Assuming we can get this to work then AFS users only need to become
involved in obtaining credentials for use with AFS when:
(1) the Kerberos credentials could not be initially obtained at
system login time (perhaps because there was no network
connectivity)
(2) the Kerberos credentials expire
Since the AFS kernel module cannot prompt the user for tokens in that
case, we need a GUI such as "AFS Tokens.app" to provide end users the
interface required to request tokens. I believe that in the short term
the "AFS Tokens.app" should work like this, a user should be
able to obtain a token with:
+ Cellname
+ Kerberos Principal Name
+ specify method (Kerberos 5 or Kerberos 5 to 4 translation)

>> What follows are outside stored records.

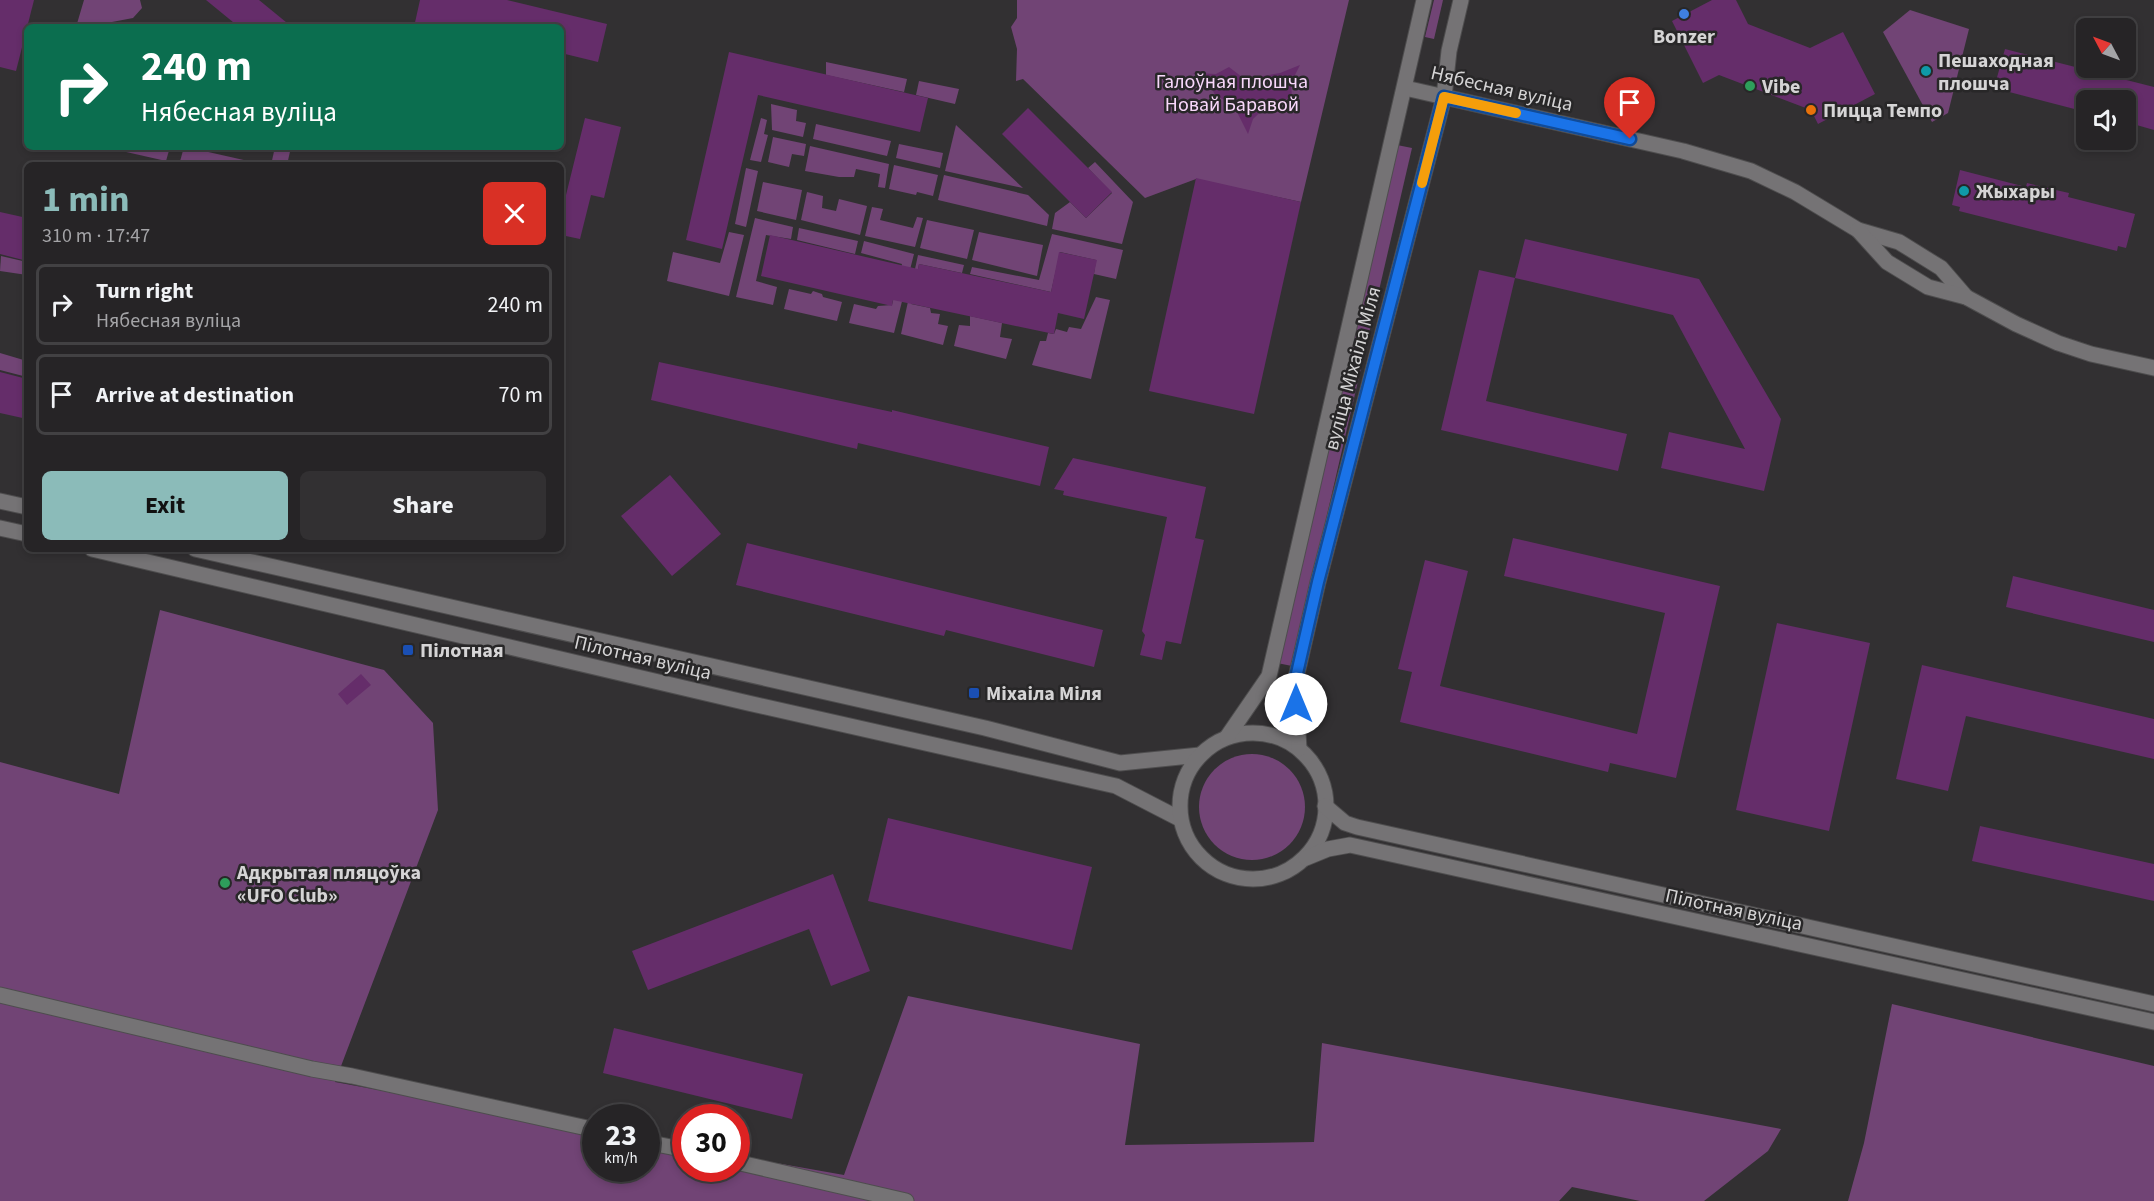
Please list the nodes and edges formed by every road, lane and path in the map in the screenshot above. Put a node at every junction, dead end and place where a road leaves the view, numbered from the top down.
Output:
1 (1425, 0) edge
2 (1461, 0) edge
3 (1405, 88) junction
4 (1444, 97) junction
5 (1858, 230) junction
6 (1966, 297) junction
7 (2154, 368) edge
8 (0, 501) edge
9 (24, 506) edge
10 (0, 528) edge
11 (24, 533) edge
12 (105, 552) edge
13 (201, 552) edge
14 (205, 552) edge
15 (203, 575) junction
16 (1227, 737) junction
17 (1299, 749) junction
18 (1200, 754) junction
19 (1325, 806) junction
20 (1180, 819) junction
21 (1306, 858) junction
22 (1863, 940) junction
23 (1859, 958) junction
24 (0, 995) edge
25 (2154, 1004) edge
26 (2154, 1022) edge
27 (582, 1127) edge
28 (750, 1165) edge
29 (906, 1201) edge

1 - 3 street, вуліца Міхаіла Міля
2 - 4 street, вуліца Міхаіла Міля
3 - 4 street, Нябесная вуліца
3 - 16 street, вуліца Міхаіла Міля
4 - 5 street, Нябесная вуліца
4 - 17 street, вуліца Міхаіла Міля
5 - 6 street, Нябесная вуліца
5 - 6 street, Нябесная вуліца
6 - 7 street, Нябесная вуліца
8 - 9 street
10 - 11 street
12 - 15 street, Пілотная вуліца
13 - 15 street
14 - 18 street, Пілотная вуліца
15 - 20 street, Пілотная вуліца
16 - 17 street
16 - 18 street
17 - 19 street
18 - 20 street
19 - 21 street
19 - 22 street, Пілотная вуліца
20 - 21 street
21 - 23 street, Пілотная вуліца
22 - 23 street
22 - 25 street, Пілотная вуліца
23 - 26 street, Пілотная вуліца
24 - 27 street
28 - 29 street

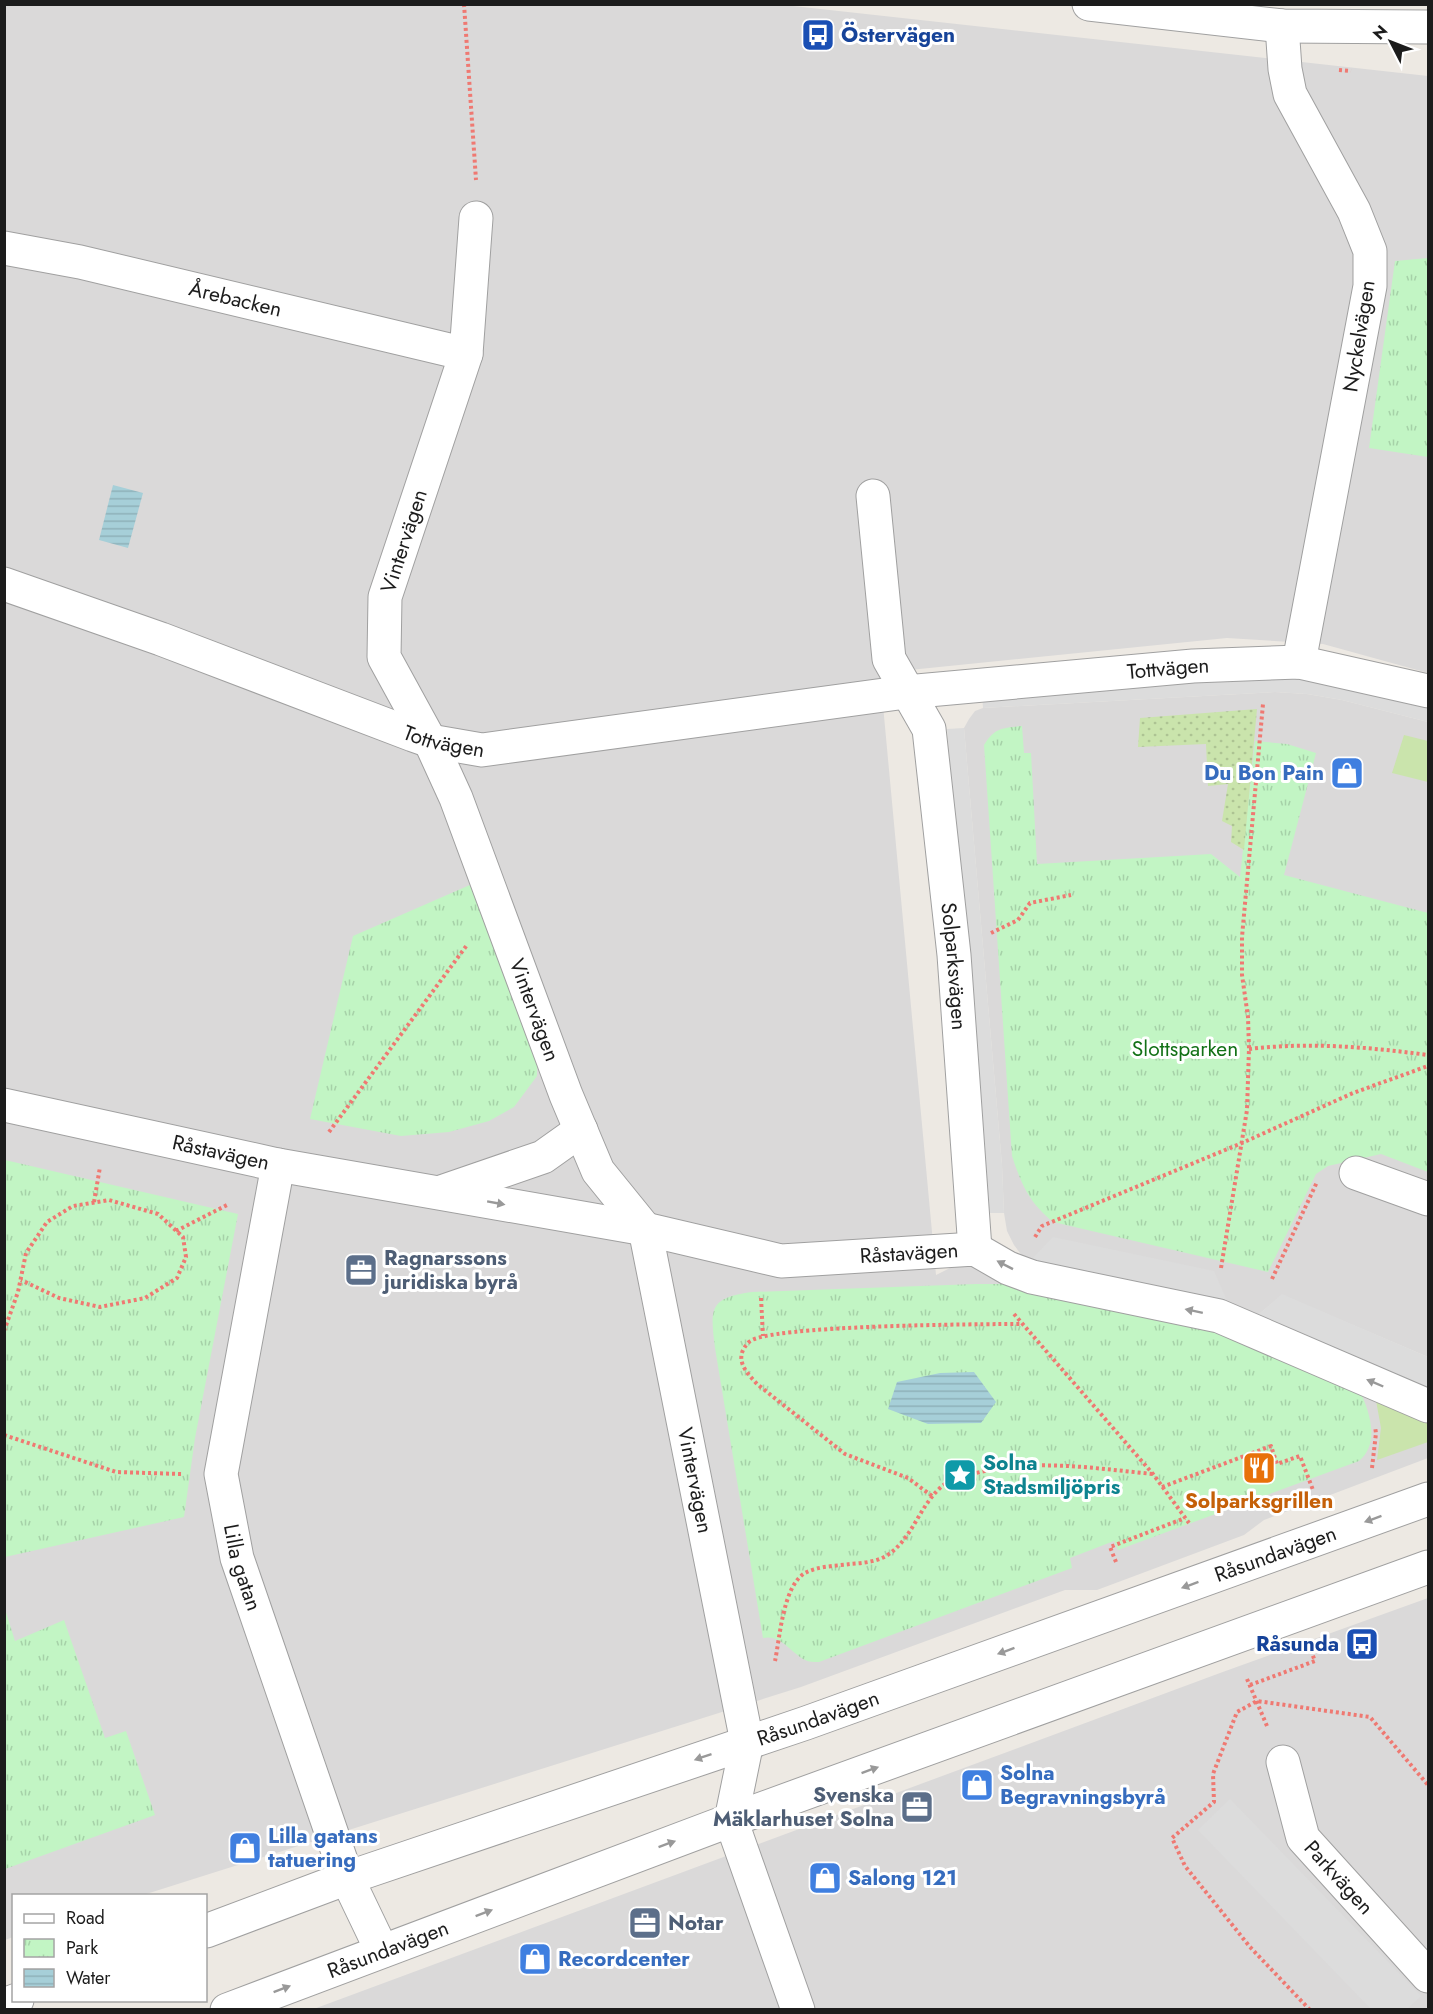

"AFS Tokens.app" should call into the Kerberos Login Library to obtain
the credentials and the KLL should prompt the user for the Kerberos
password if required.
Thoughts?
Jeffrey Altman
David Botsch wrote:
> I've seen the opposite here... users much prefer a gui to having to do things
> in a commandline interface. As soon as you tell a user to go to the terminal
> or
> start up X11, the user's face blanks over.
>
> On Tue, Mar 21, 2006 at 09:12:39AM -0800, Ernest Prabhakar wrote:
>> Hi lxs,
>>
>> On Mar 21, 2006, at 7:01 AM, Alexandra Ellwood wrote:
>>> Apple has such a tool. It's called Keychain Access. It stores
>>> certs, passwords, identity preferences... basically anything living
>>> in your keychain. I can't speak for Apple (I'm not even an Apple
>>> employee) but I'd place good money on this being where Apple would
>>> display Kerberos and AFS credentials if they were doing the support
>>> themselves.
>>>
>>> That being said I've never placed high priority on Kerberos support
>>> in Keychain Access because Mac users don't seem to want it. Mac
>>> users want Kerberos to work without any interaction with any
>>> tools. They want to be prompted for tickets when they need new
>>> ones (or have them automatically acquired in the pkinit case).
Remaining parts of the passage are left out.